In the Middle East, representation of women in the public sphere is lower than in any other region. Women face enormous obstacles, ranging from sexual harassment and honor killings to ingrained patriarchal attitudes that belittle their intelligence and value. That is why it was so uplifting to watch the women of Tahrir Square take a leading role in the revolution of January 25

By Yael Lavie

About half a century ago Tammy Wynette, of American country music fame, had a hit single with a song called: Stand By Your Man.  Its lyrics are possibly one of the most terrifying examples of where western women were at the time, best illustrated by one of its verses (please read in thick American southern accent):

You’ll have bad times
And he’ll have good times
Doin’ things that you don’t understand

But if you love him
You’ll forgive him
Even though he’s hard to understand

The song begins with a promising recognition line: ‘Sometimes it’s hard to be a woman’ which none of us women around the world will disagree with, not since the song was written and to this day. It goes down hill from there to the ‘Just bear and grin it, hopefully barefoot in kitchen’ verses as the one above.

Indeed sometimes it’s hard to be a woman anywhere  – and most of the time it is very hard to be a woman in the Middle East. Here, standing by your man does not just mean baking brownies, mixing martinis and silently putting his ‘pain’ above yours while remembering to put on some lipstick at the same time.

Arab and Jewish women mark the 2009 International Women's Day in Tel Aviv (photo: Oren Ziv/Activestills.org)

The women of the Middle East live in a region that has spawned the history of patriarchal society, a modus operandi which in most nations across it is still strictly adhered to without any attempts to disguise it.

A laundry list to name a few:

Egypt: report by the Egyptian Center for Women’s Rights says 83 percent of Egyptian women are being exposed to harassment on the street and public transport almost daily. The highest statistic of sexual harassment in Middle Eastern countries.

Turkish Kurdistan: As Turkey tries to gain more favors with the EU in order to join it, it has been notified that if “honor killings” do not stop Turkey stands no chance of being considered as an EU member. Subsequently the Turkish government imposed stricter punishment on men accused of “honor killings” predominantly in the impoverished and oppressed Kurdish areas of Turkey. Subsequently again, the women and girls suspected of dishonoring their families, sometimes by merely being caught listening to the wrong music at the wrong place, have been faced with a new phenomenon called “honor suicides” in which the girl “suspected of dishonor” is locked in a room with a gun and rat poison, minus any food and forced to kill herself as to help the patriarchal traditional enablers avoid legal punishment.
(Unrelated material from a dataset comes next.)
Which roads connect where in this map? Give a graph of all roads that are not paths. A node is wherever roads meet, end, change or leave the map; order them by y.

Israel: The country that prides itself as the progressed democracy of the region is also the one that elected a president, Moshe Katzav, in spite of a fairly proven track record of systematically sexually harassing women and raping them for more than a decade – a fact known to his close circle and by assumption also his electors. Finally tried and convicted this year it is still a country that not only enabled him but also handed him a high powered ceremonial position.
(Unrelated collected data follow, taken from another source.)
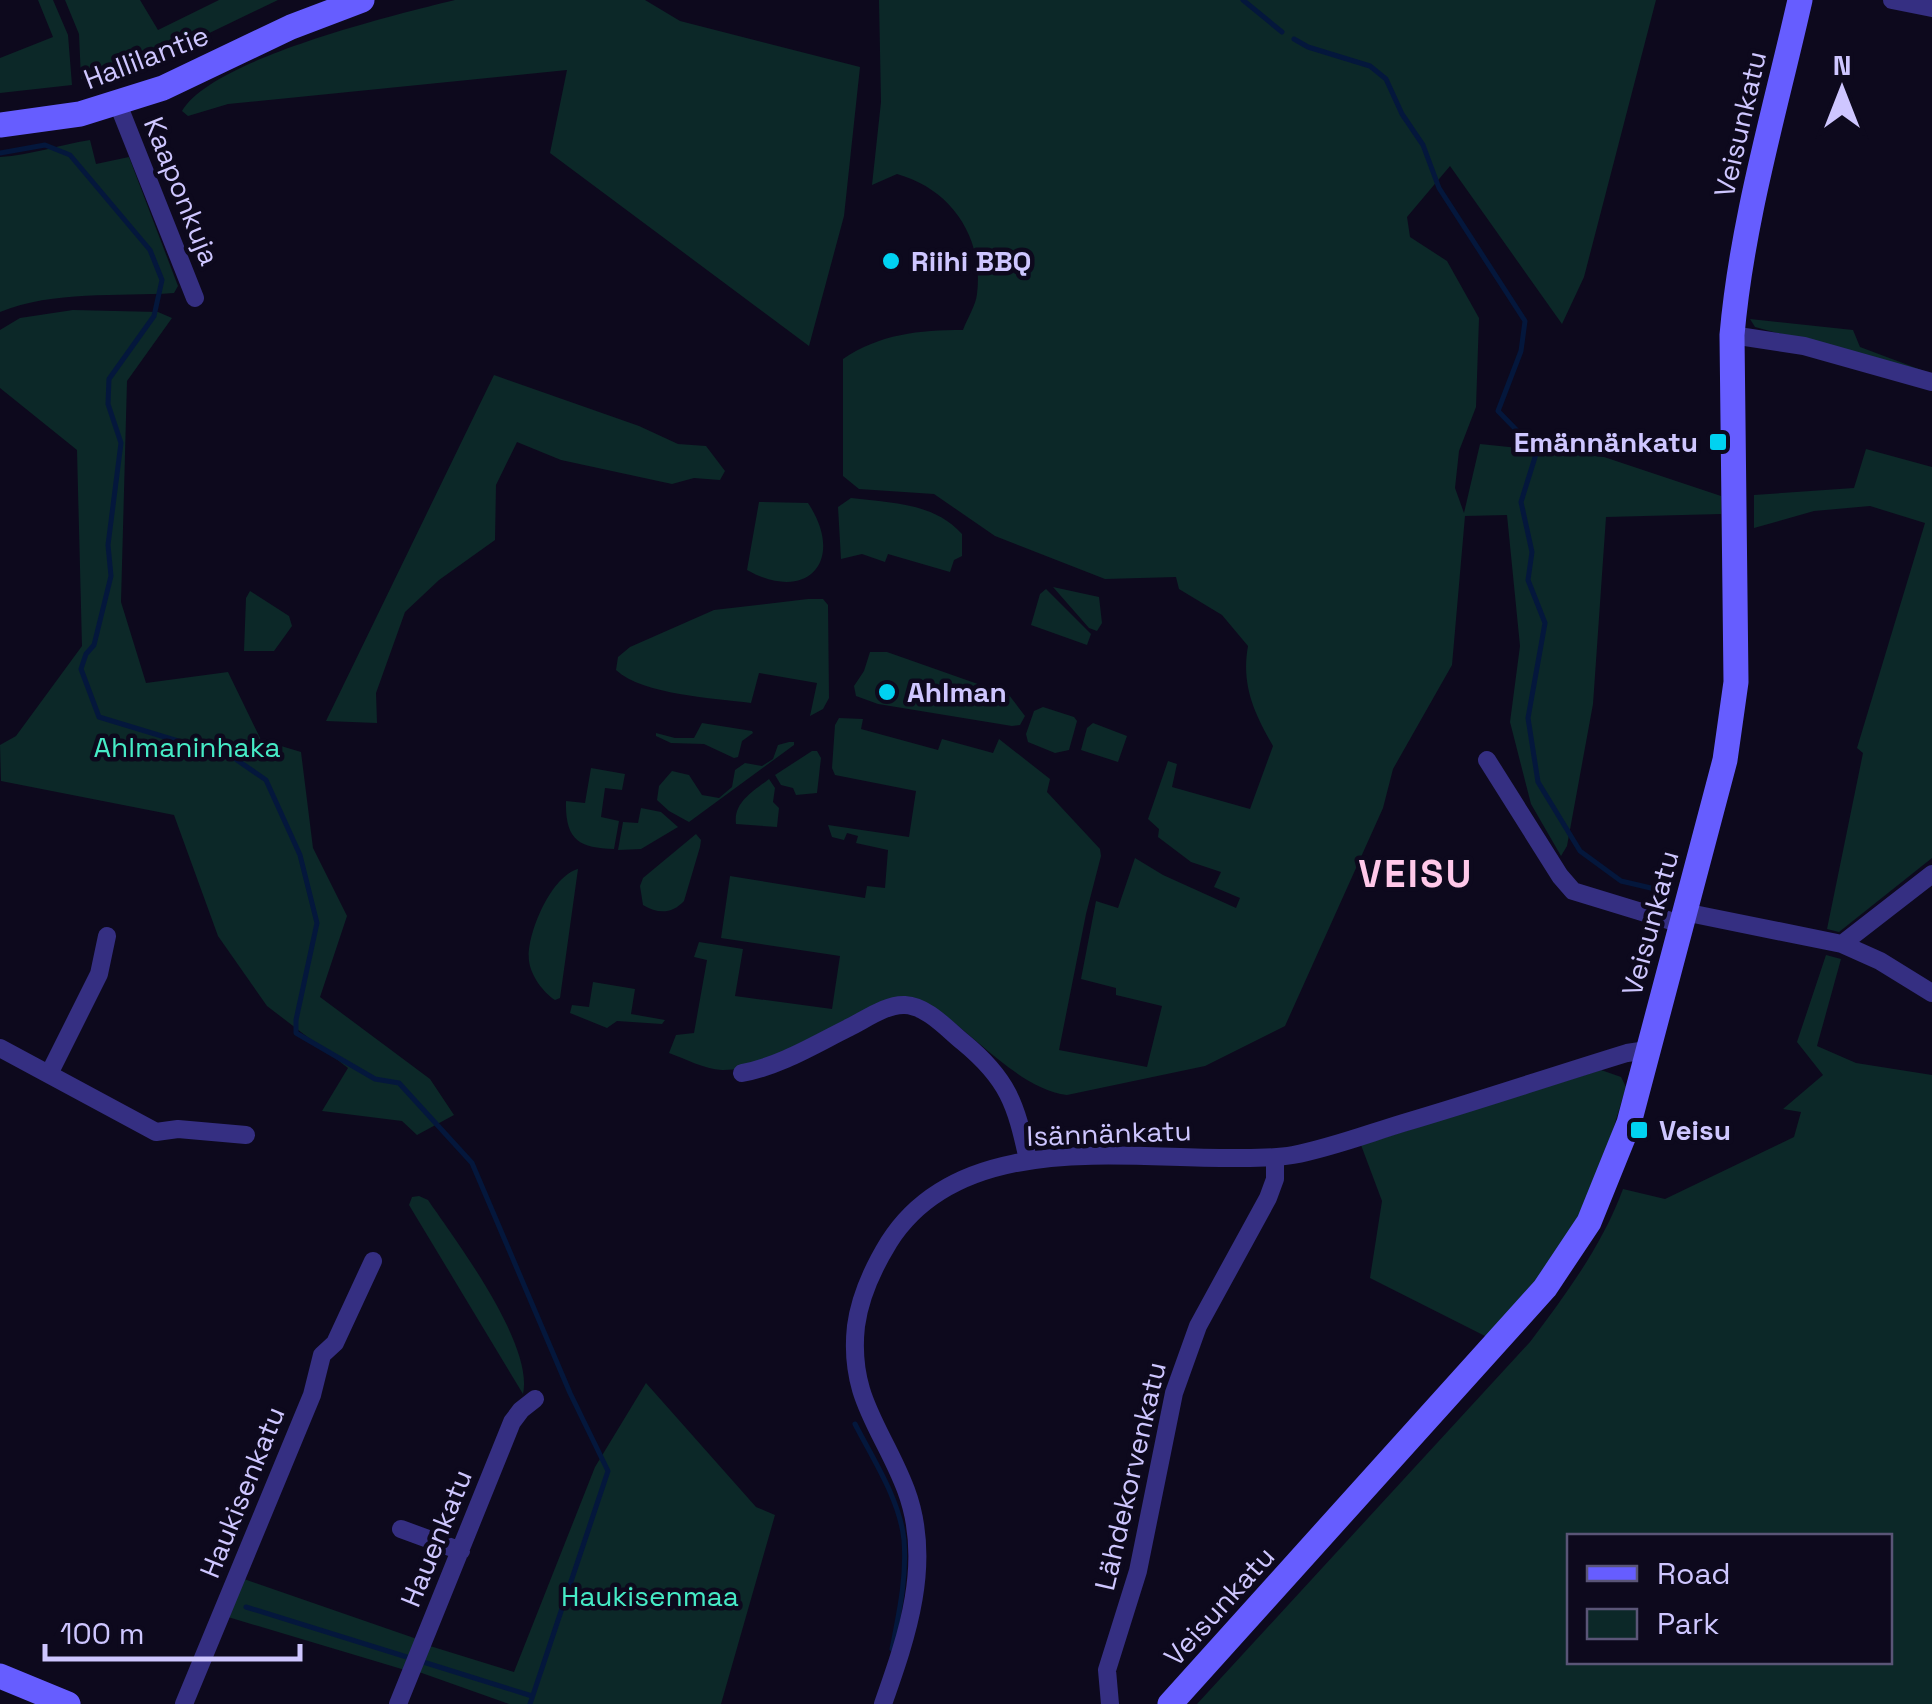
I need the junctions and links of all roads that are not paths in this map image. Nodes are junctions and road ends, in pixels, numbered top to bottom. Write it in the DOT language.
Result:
graph roads {
  1 [pos="362,0"];
  2 [pos="1800,0"];
  3 [pos="1892,0"];
  4 [pos="1932,8"];
  5 [pos="118,104"];
  6 [pos="0,126"];
  7 [pos="195,298"];
  8 [pos="1732,335"];
  9 [pos="1932,382"];
  10 [pos="1487,760"];
  11 [pos="1932,874"];
  12 [pos="1683,918"];
  13 [pos="108,936"];
  14 [pos="1842,944"];
  15 [pos="1932,993"];
  16 [pos="0,1048"];
  17 [pos="1647,1050"];
  18 [pos="742,1073"];
  19 [pos="49,1074"];
  20 [pos="246,1135"];
  21 [pos="1275,1158"];
  22 [pos="1028,1160"];
  23 [pos="373,1260"];
  24 [pos="535,1400"];
  25 [pos="401,1528"];
  26 [pos="461,1551"];
  27 [pos="0,1676"];
  28 [pos="68,1704"];
  29 [pos="184,1704"];
  30 [pos="398,1704"];
  31 [pos="883,1704"];
  32 [pos="1110,1704"];
  33 [pos="1170,1704"];
  1 -- 5 [label="street, Hallilantie"];
  2 -- 8 [label="street, Veisunkatu"];
  3 -- 4 [label="street"];
  5 -- 6 [label="street, Hallilantie"];
  5 -- 7 [label="street, Kaaponkuja"];
  8 -- 9 [label="street"];
  8 -- 12 [label="street, Veisunkatu"];
  10 -- 12 [label="street"];
  11 -- 14 [label="street"];
  12 -- 14 [label="street"];
  12 -- 17 [label="street, Veisunkatu"];
  13 -- 19 [label="street"];
  14 -- 15 [label="street"];
  16 -- 19 [label="street"];
  17 -- 21 [label="street, Isännänkatu"];
  17 -- 33 [label="street, Veisunkatu"];
  18 -- 22 [label="street"];
  19 -- 20 [label="street"];
  21 -- 22 [label="street, Isännänkatu"];
  21 -- 32 [label="street, Lähdekorvenkatu"];
  22 -- 31 [label="street, Isännänkatu"];
  23 -- 29 [label="street, Haukisenkatu"];
  24 -- 26 [label="street, Hauenkatu"];
  25 -- 26 [label="street"];
  26 -- 30 [label="street, Hauenkatu"];
  27 -- 28 [label="street"];
}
As an overview, in a recent Freedom House organization study published by Sameena Nazir titled: Challenging Inequality: Obstacles and Opportunities Towards Women’s Rights in the Middle East and North Africa, the author details:

“The participation of women in political life in MENA countries is the lowest in the world. Women are not allowed to vote in Saudi Arabia. In some countries, women are barred from certain professions, and many women face social pressures to remain at home and eschew a career. Although some countries under review have enacted laws prohibiting gender discrimination, few offer women the practical mechanisms to bring complaints of bias”.

Rising up for equality in the Middle East is not going to be the same journey as the one for women of the western world. Indeed, It is hard to be a woman all over, sadly in this region rising up for your rights can cost you not only your reputation but your life.
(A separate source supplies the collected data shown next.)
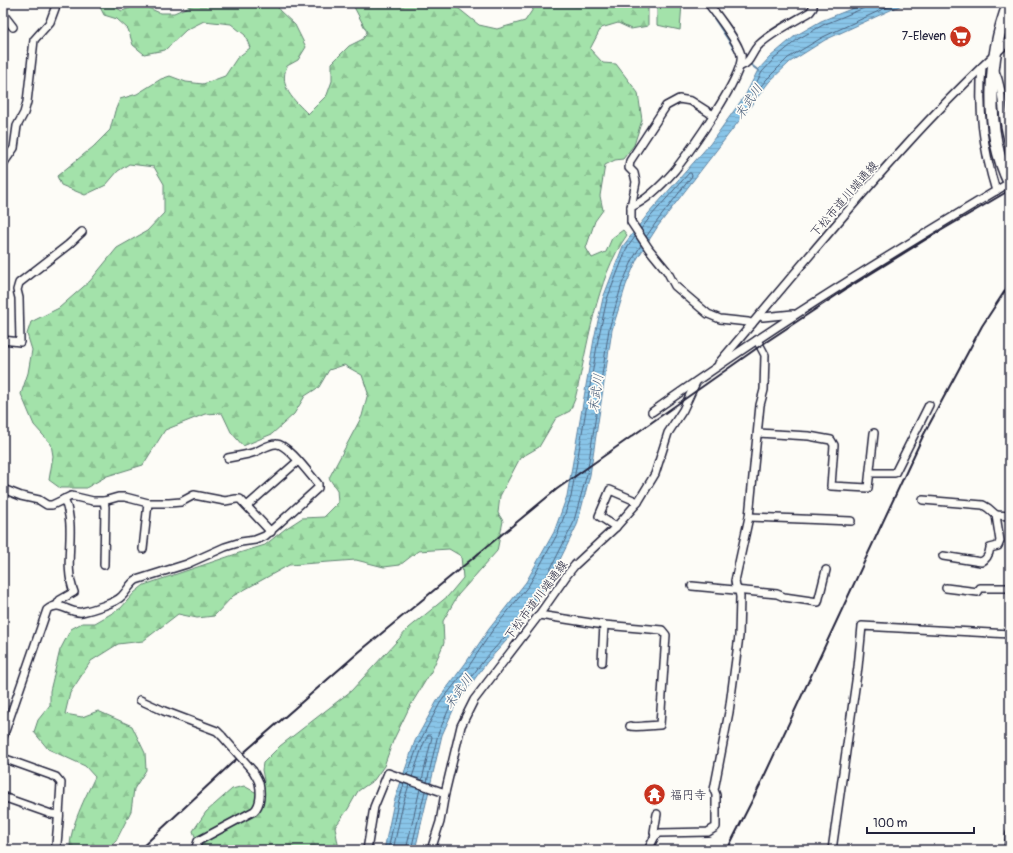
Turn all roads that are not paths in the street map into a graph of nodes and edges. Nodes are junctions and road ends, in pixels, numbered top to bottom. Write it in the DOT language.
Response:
graph roads {
  1 [pos="57,3"];
  2 [pos="708,3"];
  3 [pos="813,3"];
  4 [pos="1009,3"];
  5 [pos="3,14"];
  6 [pos="13,27"];
  7 [pos="1010,40"];
  8 [pos="994,55"];
  9 [pos="745,64"];
  10 [pos="987,67"];
  11 [pos="713,115"];
  12 [pos="1010,148"];
  13 [pos="3,164"];
  14 [pos="1007,185"];
  15 [pos="996,191"];
  16 [pos="631,207"];
  17 [pos="82,232"];
  18 [pos="760,315"];
  19 [pos="794,315"];
  20 [pos="752,324"];
  21 [pos="3,340"];
  22 [pos="757,340"];
  23 [pos="718,366"];
  24 [pos="696,382"];
  25 [pos="929,404"];
  26 [pos="652,412"];
  27 [pos="758,433"];
  28 [pos="874,434"];
  29 [pos="228,458"];
  30 [pos="298,461"];
  31 [pos="870,473"];
  32 [pos="3,489"];
  33 [pos="64,499"];
  34 [pos="923,500"];
  35 [pos="104,501"];
  36 [pos="638,502"];
  37 [pos="148,503"];
  38 [pos="247,506"];
  39 [pos="996,515"];
  40 [pos="1010,516"];
  41 [pos="749,517"];
  42 [pos="851,521"];
  43 [pos="616,527"];
  44 [pos="271,532"];
  45 [pos="143,549"];
  46 [pos="943,556"];
  47 [pos="104,565"];
  48 [pos="826,570"];
  49 [pos="692,586"];
  50 [pos="946,588"];
  51 [pos="1010,588"];
  52 [pos="739,591"];
  53 [pos="57,605"];
  54 [pos="539,615"];
  55 [pos="604,625"];
  56 [pos="1010,634"];
  57 [pos="602,662"];
  58 [pos="140,700"];
  59 [pos="630,726"];
  60 [pos="3,736"];
  61 [pos="3,758"];
  62 [pos="443,792"];
  63 [pos="3,797"];
  64 [pos="657,814"];
  65 [pos="59,815"];
  66 [pos="1010,834"];
  67 [pos="655,836"];
  68 [pos="56,850"];
  69 [pos="195,850"];
  70 [pos="367,850"];
  71 [pos="431,850"];
  72 [pos="648,850"];
  73 [pos="832,850"];
  74 [pos="1008,850"];
  1 -- 13 [label="street"];
  2 -- 9 [label="street"];
  3 -- 9 [label="street"];
  4 -- 8 [label="main road"];
  5 -- 6 [label="street"];
  7 -- 8 [label="street"];
  8 -- 10 [label="main road"];
  9 -- 11 [label="street"];
  10 -- 12 [label="street"];
  10 -- 14 [label="main road"];
  10 -- 15 [label="street"];
  10 -- 18 [label="street, 下松市道川端通線"];
  11 -- 16 [label="street"];
  11 -- 16 [label="street"];
  14 -- 15 [label="street"];
  15 -- 19 [label="street"];
  16 -- 20 [label="street"];
  17 -- 21 [label="street"];
  18 -- 19 [label="street"];
  18 -- 20 [label="street, 下松市道川端通線"];
  19 -- 22 [label="street"];
  20 -- 23 [label="street, 下松市道川端通線"];
  22 -- 23 [label="street"];
  22 -- 27 [label="street"];
  23 -- 24 [label="street"];
  24 -- 26 [label="street"];
  24 -- 36 [label="street, 下松市道川端通線"];
  25 -- 31 [label="street"];
  27 -- 31 [label="street"];
  27 -- 41 [label="street"];
  28 -- 31 [label="street"];
  29 -- 30 [label="street"];
  30 -- 38 [label="street"];
  30 -- 44 [label="street"];
  32 -- 33 [label="street"];
  33 -- 35 [label="street"];
  33 -- 53 [label="street"];
  34 -- 39 [label="street"];
  35 -- 37 [label="street"];
  35 -- 47 [label="street"];
  36 -- 43 [label="street, 下松市道川端通線"];
  36 -- 43 [label="street"];
  37 -- 38 [label="street"];
  37 -- 45 [label="street"];
  38 -- 44 [label="street"];
  39 -- 40 [label="street"];
  39 -- 46 [label="street"];
  41 -- 42 [label="street"];
  41 -- 52 [label="street"];
  43 -- 54 [label="street, 下松市道川端通線"];
  44 -- 53 [label="street"];
  48 -- 52 [label="street"];
  49 -- 52 [label="street"];
  50 -- 51 [label="street"];
  52 -- 67 [label="street"];
  53 -- 60 [label="street"];
  54 -- 55 [label="street"];
  54 -- 62 [label="street, 下松市道川端通線"];
  55 -- 57 [label="street"];
  55 -- 59 [label="street"];
  56 -- 73 [label="street"];
  58 -- 69 [label="street, bridge"];
  61 -- 65 [label="street"];
  62 -- 70 [label="street"];
  62 -- 71 [label="street, 下松市道川端通線"];
  63 -- 65 [label="street"];
  64 -- 67 [label="street"];
  65 -- 68 [label="street"];
  66 -- 74 [label="street"];
  67 -- 72 [label="street"];
}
That is why it was inspiring to see the women of Egypt march to the streets of Cairo on Tuesday, no doubt with new courage fueled by the recent revolution there. They returned to Tahrir square, where the revolution began and in which they played a pivotal role, for a “Million Woman March.” Their march was meant to remind Egypt that they should have a voice in its future – their rights granted upheld and preserved. You can rest assured their chants did not include anything remotely close to Tammy Wynette’s Stand By Your Man –  and thank goodness that is so.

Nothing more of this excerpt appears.